What to produce -> Where a line in the material below has the string "roads", please report it.

▬▬▬▬▬▬▬▬▬▬

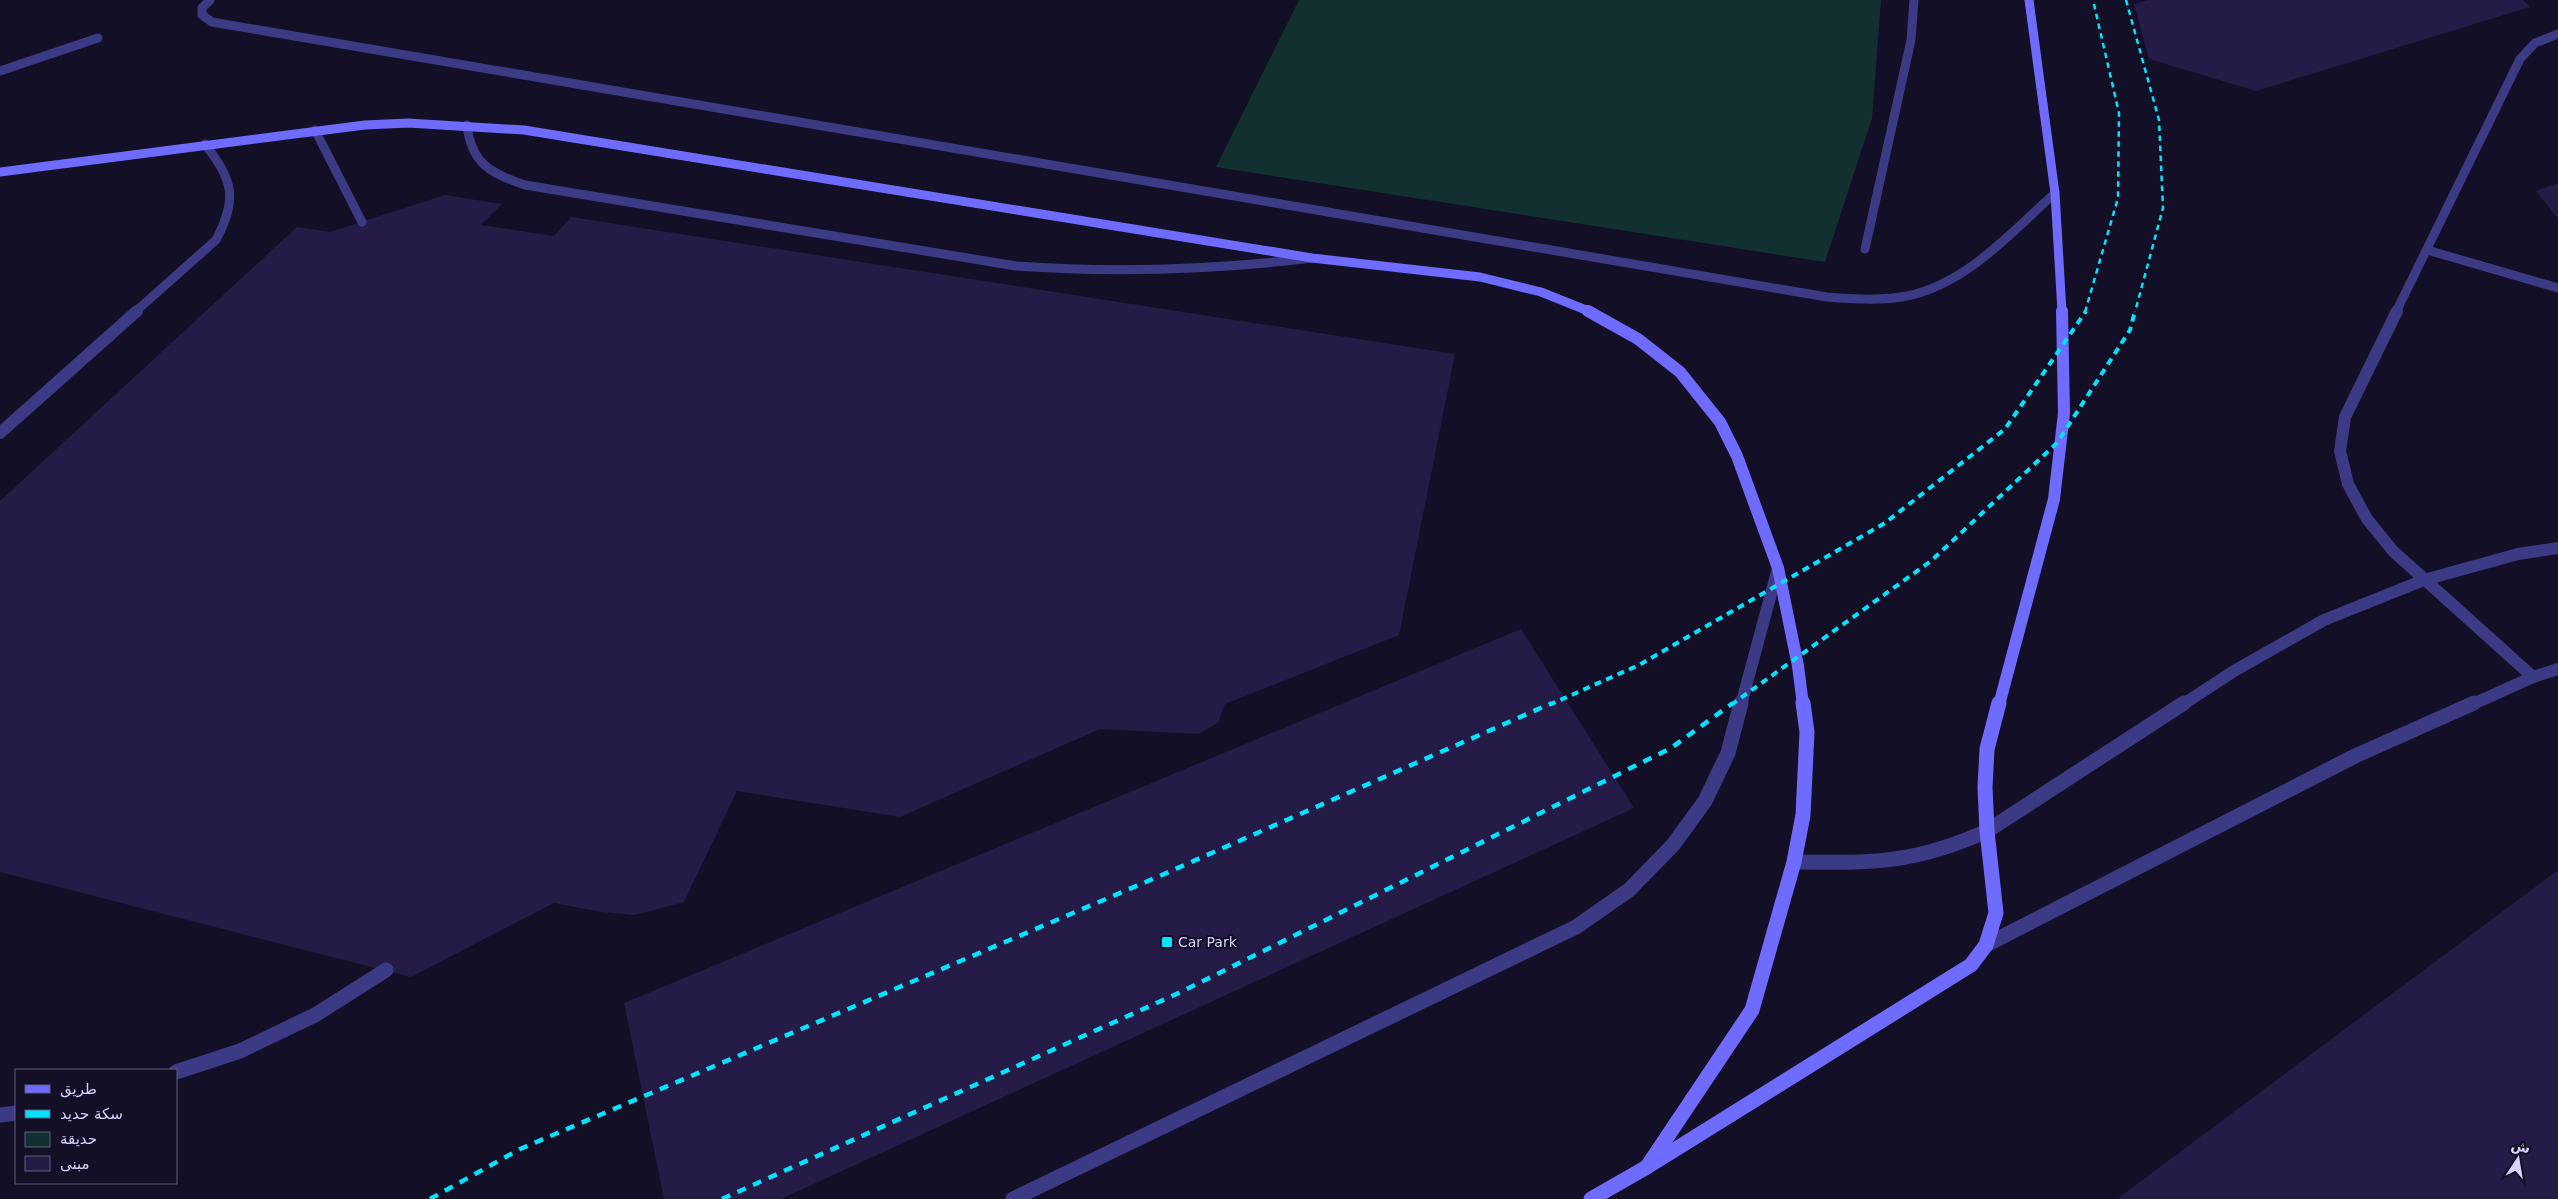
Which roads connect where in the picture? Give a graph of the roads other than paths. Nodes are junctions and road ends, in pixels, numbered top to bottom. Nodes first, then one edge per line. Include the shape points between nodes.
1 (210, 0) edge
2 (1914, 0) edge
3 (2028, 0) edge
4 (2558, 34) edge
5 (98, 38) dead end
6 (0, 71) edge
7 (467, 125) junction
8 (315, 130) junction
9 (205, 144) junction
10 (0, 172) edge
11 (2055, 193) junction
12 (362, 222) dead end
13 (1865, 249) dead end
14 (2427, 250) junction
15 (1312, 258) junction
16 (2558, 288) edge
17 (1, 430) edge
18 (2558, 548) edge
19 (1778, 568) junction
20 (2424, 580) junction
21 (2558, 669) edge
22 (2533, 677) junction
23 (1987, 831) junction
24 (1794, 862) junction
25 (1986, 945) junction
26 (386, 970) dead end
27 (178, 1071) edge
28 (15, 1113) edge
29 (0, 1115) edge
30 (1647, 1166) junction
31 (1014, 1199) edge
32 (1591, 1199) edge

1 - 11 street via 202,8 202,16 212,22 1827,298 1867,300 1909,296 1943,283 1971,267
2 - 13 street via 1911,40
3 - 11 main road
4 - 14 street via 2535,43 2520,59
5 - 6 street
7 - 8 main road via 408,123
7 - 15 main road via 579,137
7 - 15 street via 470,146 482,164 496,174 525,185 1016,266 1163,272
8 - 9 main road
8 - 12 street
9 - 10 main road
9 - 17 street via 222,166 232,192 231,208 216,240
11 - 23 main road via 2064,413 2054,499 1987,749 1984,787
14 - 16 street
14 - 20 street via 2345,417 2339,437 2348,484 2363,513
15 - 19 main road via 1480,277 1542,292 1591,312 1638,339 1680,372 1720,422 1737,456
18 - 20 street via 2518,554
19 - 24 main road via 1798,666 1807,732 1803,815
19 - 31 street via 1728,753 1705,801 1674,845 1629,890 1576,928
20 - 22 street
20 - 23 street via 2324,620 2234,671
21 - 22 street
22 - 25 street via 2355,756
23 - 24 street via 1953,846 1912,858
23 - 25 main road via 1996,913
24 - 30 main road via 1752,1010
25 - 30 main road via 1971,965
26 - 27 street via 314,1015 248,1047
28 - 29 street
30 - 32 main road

▬▬▬▬▬▬▬▬▬▬

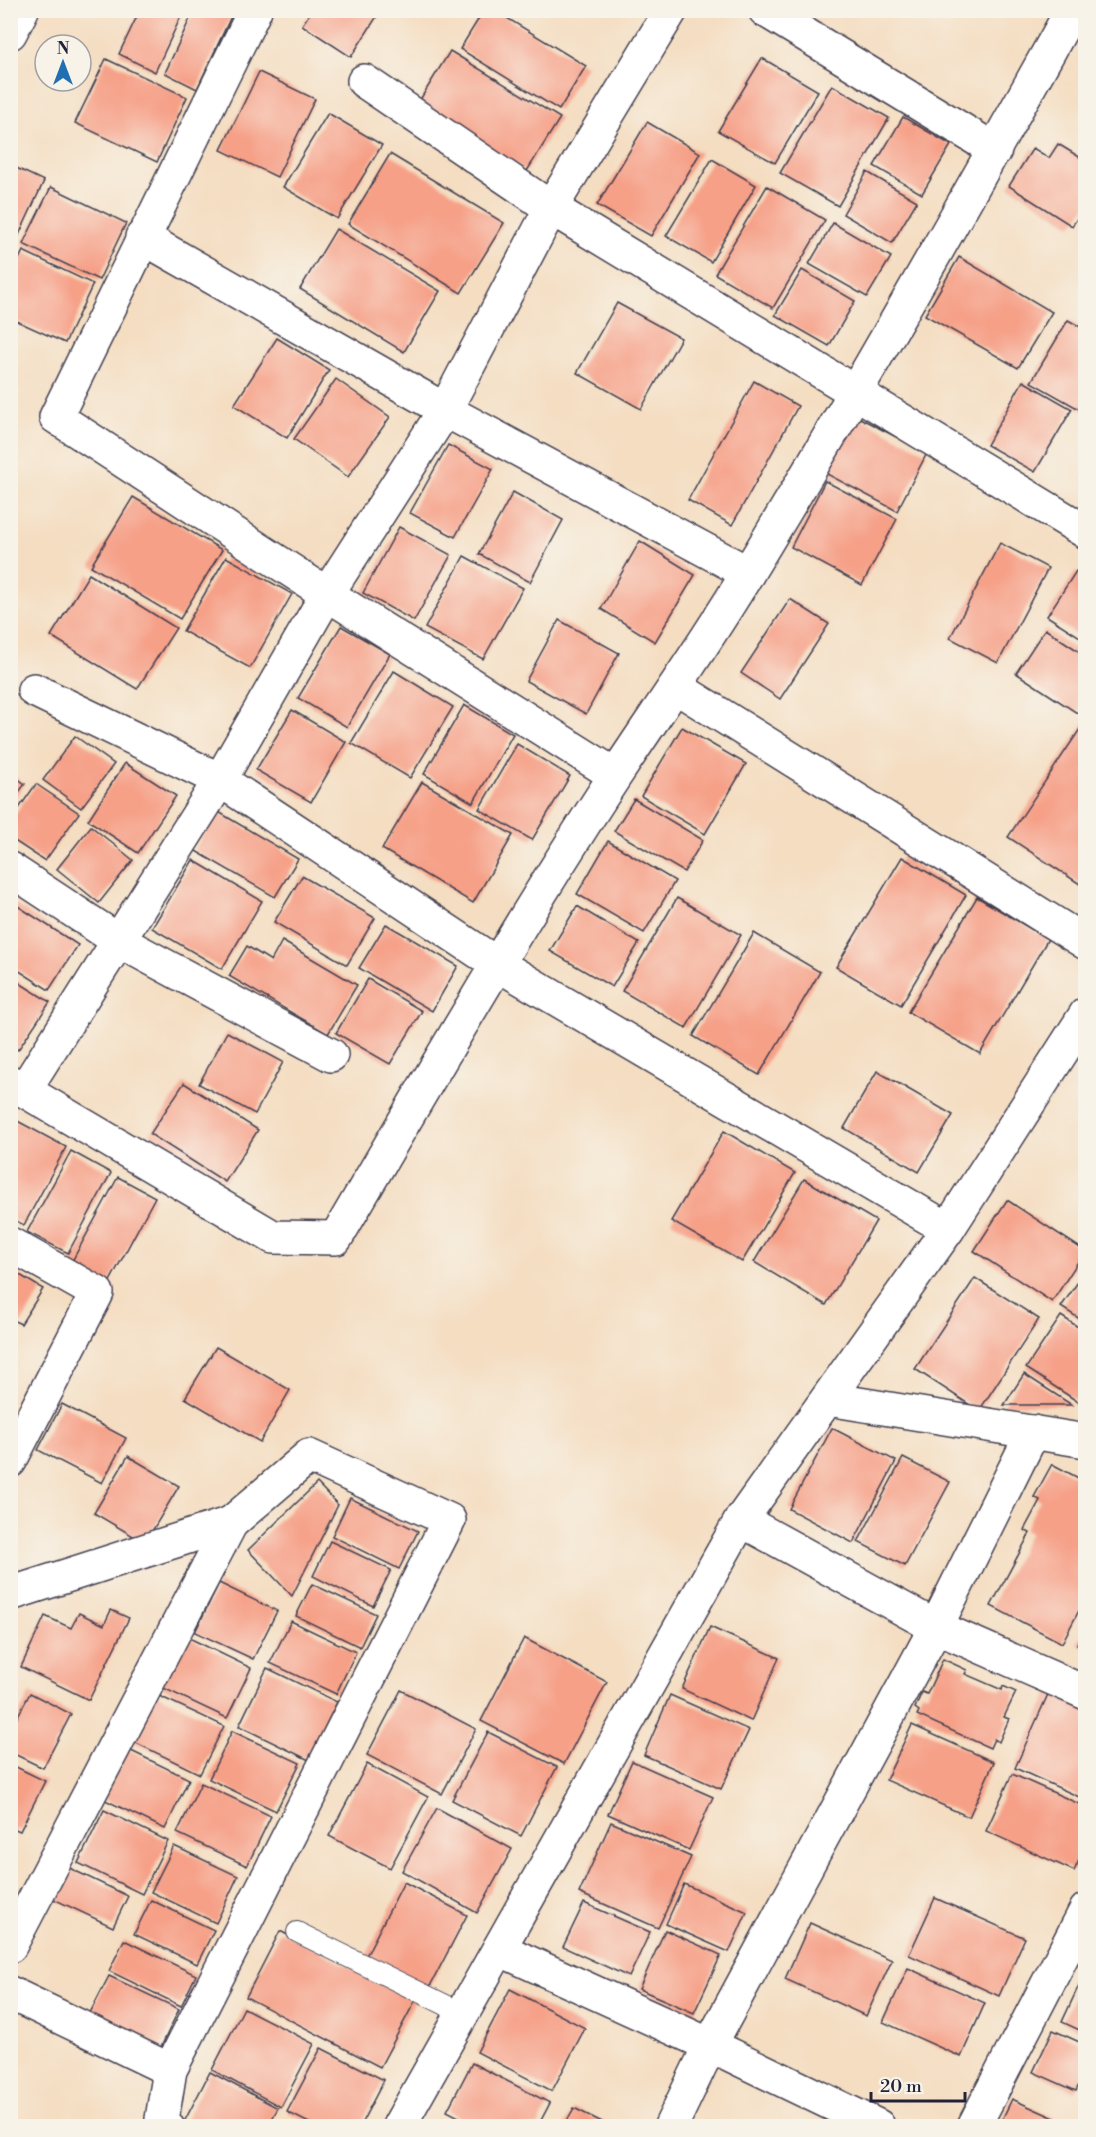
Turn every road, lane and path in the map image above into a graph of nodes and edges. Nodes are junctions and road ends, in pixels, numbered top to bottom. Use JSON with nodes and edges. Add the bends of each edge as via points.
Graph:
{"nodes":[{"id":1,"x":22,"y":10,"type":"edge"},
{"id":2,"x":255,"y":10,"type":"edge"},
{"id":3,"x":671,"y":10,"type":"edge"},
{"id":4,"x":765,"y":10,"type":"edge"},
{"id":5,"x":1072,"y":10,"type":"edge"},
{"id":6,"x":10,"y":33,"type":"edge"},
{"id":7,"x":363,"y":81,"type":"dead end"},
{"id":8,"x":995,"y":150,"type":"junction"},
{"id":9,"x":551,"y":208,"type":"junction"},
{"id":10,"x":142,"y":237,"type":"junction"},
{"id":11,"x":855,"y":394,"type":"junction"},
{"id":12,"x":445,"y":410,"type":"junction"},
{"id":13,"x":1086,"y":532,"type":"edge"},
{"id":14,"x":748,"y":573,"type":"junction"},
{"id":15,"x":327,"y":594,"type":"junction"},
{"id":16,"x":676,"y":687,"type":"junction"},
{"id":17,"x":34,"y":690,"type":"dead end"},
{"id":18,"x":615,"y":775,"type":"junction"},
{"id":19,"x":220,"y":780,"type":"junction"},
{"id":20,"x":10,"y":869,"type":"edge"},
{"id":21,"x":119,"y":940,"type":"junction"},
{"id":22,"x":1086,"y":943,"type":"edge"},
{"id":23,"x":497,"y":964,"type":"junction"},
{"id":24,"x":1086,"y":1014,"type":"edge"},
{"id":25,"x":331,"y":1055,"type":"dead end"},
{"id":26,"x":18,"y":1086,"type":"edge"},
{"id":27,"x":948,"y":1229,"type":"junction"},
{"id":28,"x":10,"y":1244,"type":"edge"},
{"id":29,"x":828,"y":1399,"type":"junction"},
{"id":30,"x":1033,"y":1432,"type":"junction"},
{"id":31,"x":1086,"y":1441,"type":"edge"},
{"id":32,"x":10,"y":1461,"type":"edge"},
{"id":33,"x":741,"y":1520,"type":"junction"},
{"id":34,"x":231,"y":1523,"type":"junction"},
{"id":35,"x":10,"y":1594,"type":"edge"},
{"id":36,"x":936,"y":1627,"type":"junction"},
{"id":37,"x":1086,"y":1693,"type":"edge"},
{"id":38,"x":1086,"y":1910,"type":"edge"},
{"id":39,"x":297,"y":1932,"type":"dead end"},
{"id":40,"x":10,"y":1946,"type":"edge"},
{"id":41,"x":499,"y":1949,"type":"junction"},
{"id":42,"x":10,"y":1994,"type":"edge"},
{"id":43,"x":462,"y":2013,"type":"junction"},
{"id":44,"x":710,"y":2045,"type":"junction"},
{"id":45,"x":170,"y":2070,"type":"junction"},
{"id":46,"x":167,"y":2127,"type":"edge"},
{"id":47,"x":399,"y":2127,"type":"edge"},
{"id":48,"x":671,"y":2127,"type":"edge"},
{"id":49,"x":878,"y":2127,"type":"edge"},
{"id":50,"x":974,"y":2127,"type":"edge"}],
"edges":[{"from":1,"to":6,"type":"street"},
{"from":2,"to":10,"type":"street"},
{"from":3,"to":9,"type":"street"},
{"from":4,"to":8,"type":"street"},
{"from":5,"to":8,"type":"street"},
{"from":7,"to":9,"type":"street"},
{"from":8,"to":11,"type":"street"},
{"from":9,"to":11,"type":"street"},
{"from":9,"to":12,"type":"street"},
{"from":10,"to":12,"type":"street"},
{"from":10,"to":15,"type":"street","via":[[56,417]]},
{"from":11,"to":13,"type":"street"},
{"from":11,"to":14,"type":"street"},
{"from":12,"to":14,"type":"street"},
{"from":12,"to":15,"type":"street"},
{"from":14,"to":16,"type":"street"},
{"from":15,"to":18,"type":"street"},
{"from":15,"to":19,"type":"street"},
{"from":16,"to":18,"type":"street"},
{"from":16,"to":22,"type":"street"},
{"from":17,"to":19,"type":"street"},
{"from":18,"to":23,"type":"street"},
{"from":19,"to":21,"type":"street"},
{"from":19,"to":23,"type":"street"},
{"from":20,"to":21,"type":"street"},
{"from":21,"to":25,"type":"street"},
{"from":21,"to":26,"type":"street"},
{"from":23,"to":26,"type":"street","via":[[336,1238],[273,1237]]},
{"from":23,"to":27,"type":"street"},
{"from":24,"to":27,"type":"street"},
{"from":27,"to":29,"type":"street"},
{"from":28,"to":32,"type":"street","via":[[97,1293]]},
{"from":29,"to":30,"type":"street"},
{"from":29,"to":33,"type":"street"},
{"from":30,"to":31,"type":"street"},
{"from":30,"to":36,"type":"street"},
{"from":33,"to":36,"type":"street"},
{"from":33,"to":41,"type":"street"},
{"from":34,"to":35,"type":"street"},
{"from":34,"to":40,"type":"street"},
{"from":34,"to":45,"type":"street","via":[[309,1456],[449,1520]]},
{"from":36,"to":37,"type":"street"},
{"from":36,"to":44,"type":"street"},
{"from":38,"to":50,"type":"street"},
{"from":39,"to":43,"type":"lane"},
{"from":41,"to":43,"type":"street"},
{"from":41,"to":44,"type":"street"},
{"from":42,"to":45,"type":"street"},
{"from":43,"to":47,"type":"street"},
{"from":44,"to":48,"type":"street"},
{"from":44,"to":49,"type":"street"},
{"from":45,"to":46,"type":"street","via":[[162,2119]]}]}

▬▬▬▬▬▬▬▬▬▬

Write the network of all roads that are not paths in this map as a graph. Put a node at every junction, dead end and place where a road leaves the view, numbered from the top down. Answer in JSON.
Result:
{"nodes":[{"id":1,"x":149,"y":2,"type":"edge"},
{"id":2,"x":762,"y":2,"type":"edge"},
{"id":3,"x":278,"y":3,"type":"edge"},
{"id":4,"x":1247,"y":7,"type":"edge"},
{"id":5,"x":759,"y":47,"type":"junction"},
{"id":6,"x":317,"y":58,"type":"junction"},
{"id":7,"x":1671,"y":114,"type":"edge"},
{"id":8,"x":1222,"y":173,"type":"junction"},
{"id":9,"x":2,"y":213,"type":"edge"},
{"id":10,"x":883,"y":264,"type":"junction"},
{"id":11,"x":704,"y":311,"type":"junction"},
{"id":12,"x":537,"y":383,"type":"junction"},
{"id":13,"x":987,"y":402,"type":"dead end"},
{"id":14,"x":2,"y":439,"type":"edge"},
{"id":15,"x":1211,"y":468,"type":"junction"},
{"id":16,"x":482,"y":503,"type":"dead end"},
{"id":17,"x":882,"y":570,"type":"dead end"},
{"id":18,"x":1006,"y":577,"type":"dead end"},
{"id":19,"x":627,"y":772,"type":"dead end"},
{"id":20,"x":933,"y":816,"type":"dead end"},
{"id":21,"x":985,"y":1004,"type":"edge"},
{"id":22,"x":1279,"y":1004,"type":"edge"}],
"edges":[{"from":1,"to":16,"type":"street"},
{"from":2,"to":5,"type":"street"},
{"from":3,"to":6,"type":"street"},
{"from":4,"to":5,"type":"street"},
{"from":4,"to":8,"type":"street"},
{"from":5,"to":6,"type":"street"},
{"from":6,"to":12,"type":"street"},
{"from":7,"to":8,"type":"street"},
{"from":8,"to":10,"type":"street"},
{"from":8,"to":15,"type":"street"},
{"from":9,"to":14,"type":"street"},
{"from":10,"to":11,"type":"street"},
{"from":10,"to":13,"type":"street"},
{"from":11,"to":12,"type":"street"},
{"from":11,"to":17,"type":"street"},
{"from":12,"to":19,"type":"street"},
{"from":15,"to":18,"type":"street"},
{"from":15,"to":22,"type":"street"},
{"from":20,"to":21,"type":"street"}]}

▬▬▬▬▬▬▬▬▬▬

Answer to this problem ->
Which roads connect where in the picture? Give a graph of the roads other than paths. Nodes are junctions and road ends, in pixels, numbered top to bottom. Nodes first, then one edge per line. Include the shape points between nodes.
Write the network of all roads that are not paths in this map as a graph. Put a node at every junction, dead end and place where a road leaves the view, numbered from the top down. Answer in JSON.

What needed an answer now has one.